In today’s Bangor Daily News, an article titled
Small-scale windmills generate mixed reviews” documents the unimpressive results that some Mainers have received from residential windmill installations.

In the article, as well as in the particularly lively comments section, there is a lot of discussion about site and design being key to a successful wind installation. We agree, and add this: very few areas have the potential to be a successful and economically viable site for wind.

Wind Vs. Solar:

Solar vs Wind Resources
A National Renewable Energy Lab map of solar resources (top) and wind resources (bottom) of the United States.

While most of the state of Maine is rated as a “poor” wind resource, all of Maine receives 4 or more kWhr/day of harvestable sunshine.

Maine’s Limited Wind Resources

A glance at Maine’s 50-Meter Wind Resource Map shows that most of the state of Maine is a poor or marginal wind resource.

A US-DOE wind map confirms this, by showing most of the state of Maine being in “Zone 2” for wind, meaning roughly 10mph wind speeds under ideal conditions at 33 feet – barely the minimum speed require to turn most wind turbines.

Even if your home sits in a windy spot, you need to account for trees, neighboring homes, hills, etc., not to mention the building code challenges and aesthetics of erecting a windmill.

Compare this to solar, which is basically ubiquitous. Provided you have a clear space that receives sunlight from 9AM – 3PM, you can enjoy the benefits of a solar electric or solar hot water system.

And unlike wind, if your site is initially too shady, you can add to your solar resource just by doing some tree work!

Wind Vs. Solar: The Fine Print

An average small-scale windmill costs about $15,000, prior to any rebates and incentives. This windmill, if we go by the optimistic specifications provided by the manufacturer, will produce 4,800 kWh a year.

For roughly the same cost, we could install a 3KW grid-tied solar installation. Using real-world data (the PVWATTS tool for Maine’s solar insolation), we estimate that the solar array will produce 3,840 kWh a year of electricity.

So, why not choose wind and get an extra 1000 kWh/year?

The reality is: very rarely will wind live up to its expectations.

From the Bangor Daily News article cited above:

While wind may be the fastest-growing electric energy source, home windmills aren’t for everyone, according to Richard Hill, professor emeritus of mechanical engineering at the University of Maine.

“If you have a great deal of money, and you hate the public utility and if you think you live in a windy place, you’ll be very disappointed when you put up a windmill,” Hill said recently. “You may, however, be justified because you’re interested in principle.”

… his windmill hasn’t delivered more than 100 kilowatt-hours a month, although it was advertised as capable of generating 400 kilowatts-hours a month. “I can tell you it doesn’t generate anywhere near that,” he said.
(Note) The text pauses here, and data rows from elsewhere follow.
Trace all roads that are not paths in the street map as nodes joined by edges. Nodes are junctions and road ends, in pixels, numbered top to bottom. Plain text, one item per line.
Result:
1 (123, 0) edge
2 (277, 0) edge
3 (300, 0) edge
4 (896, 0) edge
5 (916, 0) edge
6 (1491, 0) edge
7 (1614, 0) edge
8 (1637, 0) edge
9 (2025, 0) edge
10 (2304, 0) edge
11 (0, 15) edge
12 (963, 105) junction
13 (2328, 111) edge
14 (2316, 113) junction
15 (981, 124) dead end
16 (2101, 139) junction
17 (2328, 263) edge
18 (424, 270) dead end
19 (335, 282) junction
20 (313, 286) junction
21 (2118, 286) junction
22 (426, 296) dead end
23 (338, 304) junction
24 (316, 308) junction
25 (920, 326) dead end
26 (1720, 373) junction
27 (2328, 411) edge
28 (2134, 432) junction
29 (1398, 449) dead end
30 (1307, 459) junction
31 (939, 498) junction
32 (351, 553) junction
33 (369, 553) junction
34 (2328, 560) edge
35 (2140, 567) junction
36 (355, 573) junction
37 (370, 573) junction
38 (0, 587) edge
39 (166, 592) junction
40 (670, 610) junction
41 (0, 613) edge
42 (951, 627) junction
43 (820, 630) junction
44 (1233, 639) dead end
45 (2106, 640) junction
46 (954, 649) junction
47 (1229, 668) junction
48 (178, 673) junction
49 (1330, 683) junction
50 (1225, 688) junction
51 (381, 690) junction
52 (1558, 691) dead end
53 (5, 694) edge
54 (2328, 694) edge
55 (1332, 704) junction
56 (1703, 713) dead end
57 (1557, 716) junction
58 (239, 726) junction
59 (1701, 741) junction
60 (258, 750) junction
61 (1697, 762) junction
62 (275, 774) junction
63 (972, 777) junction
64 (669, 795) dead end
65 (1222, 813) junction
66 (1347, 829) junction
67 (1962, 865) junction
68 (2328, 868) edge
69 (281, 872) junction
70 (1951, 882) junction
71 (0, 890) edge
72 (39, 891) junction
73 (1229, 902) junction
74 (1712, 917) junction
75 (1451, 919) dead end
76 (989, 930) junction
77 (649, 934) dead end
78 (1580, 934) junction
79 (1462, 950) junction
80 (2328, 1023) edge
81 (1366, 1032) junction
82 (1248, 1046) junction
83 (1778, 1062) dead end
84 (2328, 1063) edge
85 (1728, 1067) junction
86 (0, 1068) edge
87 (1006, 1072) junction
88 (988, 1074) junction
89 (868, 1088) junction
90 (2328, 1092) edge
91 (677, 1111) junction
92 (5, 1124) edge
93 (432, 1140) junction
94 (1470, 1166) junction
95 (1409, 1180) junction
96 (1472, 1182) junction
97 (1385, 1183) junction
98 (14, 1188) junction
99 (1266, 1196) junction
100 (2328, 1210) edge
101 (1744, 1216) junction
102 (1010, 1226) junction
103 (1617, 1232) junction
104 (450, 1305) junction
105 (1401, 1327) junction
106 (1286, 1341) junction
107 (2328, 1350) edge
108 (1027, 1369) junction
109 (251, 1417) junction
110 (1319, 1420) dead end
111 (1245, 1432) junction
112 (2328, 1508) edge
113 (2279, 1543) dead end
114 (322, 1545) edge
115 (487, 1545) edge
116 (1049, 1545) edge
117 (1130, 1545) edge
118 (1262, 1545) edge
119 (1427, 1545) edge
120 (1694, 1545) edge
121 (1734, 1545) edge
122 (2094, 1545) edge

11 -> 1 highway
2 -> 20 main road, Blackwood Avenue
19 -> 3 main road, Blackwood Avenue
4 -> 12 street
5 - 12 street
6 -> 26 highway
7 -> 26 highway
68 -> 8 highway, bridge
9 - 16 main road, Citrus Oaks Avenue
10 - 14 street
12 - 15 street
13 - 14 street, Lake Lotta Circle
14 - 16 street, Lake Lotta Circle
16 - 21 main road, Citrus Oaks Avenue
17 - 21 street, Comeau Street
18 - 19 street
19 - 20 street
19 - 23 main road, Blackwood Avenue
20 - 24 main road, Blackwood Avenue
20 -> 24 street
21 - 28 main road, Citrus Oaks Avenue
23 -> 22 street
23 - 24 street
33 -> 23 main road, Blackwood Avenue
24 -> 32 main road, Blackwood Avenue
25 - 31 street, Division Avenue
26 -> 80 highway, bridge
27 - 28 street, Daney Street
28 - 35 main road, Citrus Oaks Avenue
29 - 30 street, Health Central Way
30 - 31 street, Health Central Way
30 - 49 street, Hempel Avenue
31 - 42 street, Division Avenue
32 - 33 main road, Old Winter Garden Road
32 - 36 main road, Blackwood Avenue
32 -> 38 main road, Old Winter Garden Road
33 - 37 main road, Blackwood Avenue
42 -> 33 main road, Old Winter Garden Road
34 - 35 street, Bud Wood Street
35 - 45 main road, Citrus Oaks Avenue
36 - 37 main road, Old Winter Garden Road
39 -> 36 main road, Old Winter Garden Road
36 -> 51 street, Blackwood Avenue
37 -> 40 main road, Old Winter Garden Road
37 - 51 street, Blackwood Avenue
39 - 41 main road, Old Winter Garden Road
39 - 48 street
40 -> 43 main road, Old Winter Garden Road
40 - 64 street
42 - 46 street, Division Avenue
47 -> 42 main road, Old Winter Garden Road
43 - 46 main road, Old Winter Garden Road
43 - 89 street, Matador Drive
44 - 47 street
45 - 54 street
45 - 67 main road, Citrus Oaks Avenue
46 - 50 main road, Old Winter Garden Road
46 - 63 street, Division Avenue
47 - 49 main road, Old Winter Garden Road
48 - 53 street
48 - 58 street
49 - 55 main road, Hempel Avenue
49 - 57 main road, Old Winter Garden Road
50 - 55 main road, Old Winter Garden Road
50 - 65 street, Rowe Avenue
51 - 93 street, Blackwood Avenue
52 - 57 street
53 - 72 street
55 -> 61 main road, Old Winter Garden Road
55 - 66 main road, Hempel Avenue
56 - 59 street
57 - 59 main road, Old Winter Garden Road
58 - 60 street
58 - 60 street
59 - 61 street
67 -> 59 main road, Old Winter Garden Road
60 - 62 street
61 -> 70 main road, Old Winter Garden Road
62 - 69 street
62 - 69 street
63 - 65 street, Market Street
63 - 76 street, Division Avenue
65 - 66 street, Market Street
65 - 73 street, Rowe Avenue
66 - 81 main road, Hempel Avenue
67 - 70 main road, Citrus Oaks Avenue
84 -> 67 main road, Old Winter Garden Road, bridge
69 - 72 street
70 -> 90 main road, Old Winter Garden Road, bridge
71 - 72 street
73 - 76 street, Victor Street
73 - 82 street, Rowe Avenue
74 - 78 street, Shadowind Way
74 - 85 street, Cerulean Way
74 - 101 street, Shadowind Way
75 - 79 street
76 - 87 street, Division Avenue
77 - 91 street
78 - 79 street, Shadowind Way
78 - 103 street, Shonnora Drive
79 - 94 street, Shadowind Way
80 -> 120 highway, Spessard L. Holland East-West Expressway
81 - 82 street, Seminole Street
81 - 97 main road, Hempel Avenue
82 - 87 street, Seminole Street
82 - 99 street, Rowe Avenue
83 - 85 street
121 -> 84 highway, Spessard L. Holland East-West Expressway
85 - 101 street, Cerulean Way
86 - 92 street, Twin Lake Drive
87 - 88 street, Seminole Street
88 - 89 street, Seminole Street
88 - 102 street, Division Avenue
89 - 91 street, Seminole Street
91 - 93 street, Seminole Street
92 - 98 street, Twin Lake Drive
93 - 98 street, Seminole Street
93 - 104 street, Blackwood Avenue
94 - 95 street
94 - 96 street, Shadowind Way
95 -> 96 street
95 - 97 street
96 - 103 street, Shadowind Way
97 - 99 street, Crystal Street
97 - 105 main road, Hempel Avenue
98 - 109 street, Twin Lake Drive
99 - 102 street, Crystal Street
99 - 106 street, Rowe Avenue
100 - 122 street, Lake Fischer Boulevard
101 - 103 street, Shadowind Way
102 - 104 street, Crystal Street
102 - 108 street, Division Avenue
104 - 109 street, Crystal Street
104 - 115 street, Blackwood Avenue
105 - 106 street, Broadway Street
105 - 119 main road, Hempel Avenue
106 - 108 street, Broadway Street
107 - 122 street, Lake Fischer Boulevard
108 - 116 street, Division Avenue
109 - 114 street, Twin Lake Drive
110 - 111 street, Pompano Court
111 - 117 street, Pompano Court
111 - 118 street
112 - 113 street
Arnold has found that the wind must blow at least 8 mph to get his windmill going.

We also got this testimonial from some Shelter Institute graduates who installed their own wind system as well as solar power:

I think the main lesson we have learned (and would like to pass along to others) is that PV panels (solar panels) are much more cost effective as a means of autonomous energy production than wind, unless the wind site is very unique …

We did our own informal wind survey and felt fairly confident we’d get at least 1 kWh of production daily in the winter months (but only when the prevailing winds shifted to northerlies), and we’ve met that.

However, many people we’ve spoken to have mistakenly used turbine specs rather than an integrated formula for wind speed and time to calculate what they will generate, only to be disappointed in the small amount of energy they actually are able to produce.

The bottom line? Dollar-per-dollar, a solar system will outperform a wind system in nearly all real-world applications.

Reliable Sun Energy

GO Logic Passive Solar Home - Belfast, Maine
This solar electric system will displace roughly 250,000 lbs of C02 over its expected 50-year lifespan!

A Word on Reliability

It’s also worth noting that the value of a long-term renewable energy is directly related to the reliability of that investment. Solar panels have no moving parts, are warranteed for 25 years, and are expected to last double that.

An average warranty for a wind power system, in contrast, is only five years.

The expected life of a wind mill, under the best of circumstances, is around 25 years, half that of a solar installation.

Over the life of the system, the solar array will generate roughly 200,000 kWh, nearly double that of the wind – should the wind system perform to optimistic specifications over an optimistic lifespan.

Reliability, Economics, and Aesthetics

While ultimately we want to encourage everyone to find their personal path off of oil, we also have a duty to ensure that we recommend reliable, economically smart choices for our customers – which is why ReVision chooses to recommend and install grid-tied solar electric and solar hot water systems, and not wind.

With superior life expectancy, more reliable performance, better aesthetics, and better rebates, solar is the clear choice for clean, renewable electricity.


solar panels says:

What are the pros and cons of wind energy?

Fred says:

Great questions for a follow-up post! We’ve found that in real-world conditions, small scale wind is not nearly as wise an investment as grid-tied solar electricity.

We’ll post a robust comparison of the two technologies sometime soon.